Exercise data START

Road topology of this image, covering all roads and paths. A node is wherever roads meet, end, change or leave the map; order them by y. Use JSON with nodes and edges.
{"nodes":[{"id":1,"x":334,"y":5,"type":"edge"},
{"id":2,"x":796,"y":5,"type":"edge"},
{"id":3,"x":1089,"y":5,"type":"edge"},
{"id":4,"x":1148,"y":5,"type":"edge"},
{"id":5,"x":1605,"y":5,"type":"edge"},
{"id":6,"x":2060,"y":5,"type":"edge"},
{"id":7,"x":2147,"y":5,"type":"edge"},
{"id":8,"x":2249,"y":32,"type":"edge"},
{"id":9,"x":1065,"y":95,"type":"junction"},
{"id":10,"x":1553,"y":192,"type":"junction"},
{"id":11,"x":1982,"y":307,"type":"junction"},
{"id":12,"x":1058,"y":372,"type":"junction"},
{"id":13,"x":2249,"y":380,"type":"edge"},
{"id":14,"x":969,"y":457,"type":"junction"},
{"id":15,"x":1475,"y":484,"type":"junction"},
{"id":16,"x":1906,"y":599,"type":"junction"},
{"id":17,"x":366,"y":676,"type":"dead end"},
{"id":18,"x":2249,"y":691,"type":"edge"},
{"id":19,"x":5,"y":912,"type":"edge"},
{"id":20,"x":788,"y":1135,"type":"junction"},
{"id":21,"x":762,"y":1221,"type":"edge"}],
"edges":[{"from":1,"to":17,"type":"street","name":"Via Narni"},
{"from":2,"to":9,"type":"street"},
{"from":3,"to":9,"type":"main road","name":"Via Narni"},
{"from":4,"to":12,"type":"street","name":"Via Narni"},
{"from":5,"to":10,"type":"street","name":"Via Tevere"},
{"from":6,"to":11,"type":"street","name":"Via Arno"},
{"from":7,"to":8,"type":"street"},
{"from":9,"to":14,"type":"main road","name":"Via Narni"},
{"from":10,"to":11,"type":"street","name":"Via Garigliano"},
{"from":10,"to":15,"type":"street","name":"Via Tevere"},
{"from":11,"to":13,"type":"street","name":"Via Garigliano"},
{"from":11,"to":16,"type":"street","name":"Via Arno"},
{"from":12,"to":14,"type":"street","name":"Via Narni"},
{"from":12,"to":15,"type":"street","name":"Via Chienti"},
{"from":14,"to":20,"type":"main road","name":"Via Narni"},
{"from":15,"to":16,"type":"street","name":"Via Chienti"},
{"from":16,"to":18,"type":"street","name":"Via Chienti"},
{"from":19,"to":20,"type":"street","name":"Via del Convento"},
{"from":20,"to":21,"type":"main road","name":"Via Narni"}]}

Exercise data END

### Exercise
Would you output every line of the listing exactly?

### Response to the exercise
Road topology of this image, covering all roads and paths. A node is wherever roads meet, end, change or leave the map; order them by y. Use JSON with nodes and edges.
{"nodes":[{"id":1,"x":334,"y":5,"type":"edge"},
{"id":2,"x":796,"y":5,"type":"edge"},
{"id":3,"x":1089,"y":5,"type":"edge"},
{"id":4,"x":1148,"y":5,"type":"edge"},
{"id":5,"x":1605,"y":5,"type":"edge"},
{"id":6,"x":2060,"y":5,"type":"edge"},
{"id":7,"x":2147,"y":5,"type":"edge"},
{"id":8,"x":2249,"y":32,"type":"edge"},
{"id":9,"x":1065,"y":95,"type":"junction"},
{"id":10,"x":1553,"y":192,"type":"junction"},
{"id":11,"x":1982,"y":307,"type":"junction"},
{"id":12,"x":1058,"y":372,"type":"junction"},
{"id":13,"x":2249,"y":380,"type":"edge"},
{"id":14,"x":969,"y":457,"type":"junction"},
{"id":15,"x":1475,"y":484,"type":"junction"},
{"id":16,"x":1906,"y":599,"type":"junction"},
{"id":17,"x":366,"y":676,"type":"dead end"},
{"id":18,"x":2249,"y":691,"type":"edge"},
{"id":19,"x":5,"y":912,"type":"edge"},
{"id":20,"x":788,"y":1135,"type":"junction"},
{"id":21,"x":762,"y":1221,"type":"edge"}],
"edges":[{"from":1,"to":17,"type":"street","name":"Via Narni"},
{"from":2,"to":9,"type":"street"},
{"from":3,"to":9,"type":"main road","name":"Via Narni"},
{"from":4,"to":12,"type":"street","name":"Via Narni"},
{"from":5,"to":10,"type":"street","name":"Via Tevere"},
{"from":6,"to":11,"type":"street","name":"Via Arno"},
{"from":7,"to":8,"type":"street"},
{"from":9,"to":14,"type":"main road","name":"Via Narni"},
{"from":10,"to":11,"type":"street","name":"Via Garigliano"},
{"from":10,"to":15,"type":"street","name":"Via Tevere"},
{"from":11,"to":13,"type":"street","name":"Via Garigliano"},
{"from":11,"to":16,"type":"street","name":"Via Arno"},
{"from":12,"to":14,"type":"street","name":"Via Narni"},
{"from":12,"to":15,"type":"street","name":"Via Chienti"},
{"from":14,"to":20,"type":"main road","name":"Via Narni"},
{"from":15,"to":16,"type":"street","name":"Via Chienti"},
{"from":16,"to":18,"type":"street","name":"Via Chienti"},
{"from":19,"to":20,"type":"street","name":"Via del Convento"},
{"from":20,"to":21,"type":"main road","name":"Via Narni"}]}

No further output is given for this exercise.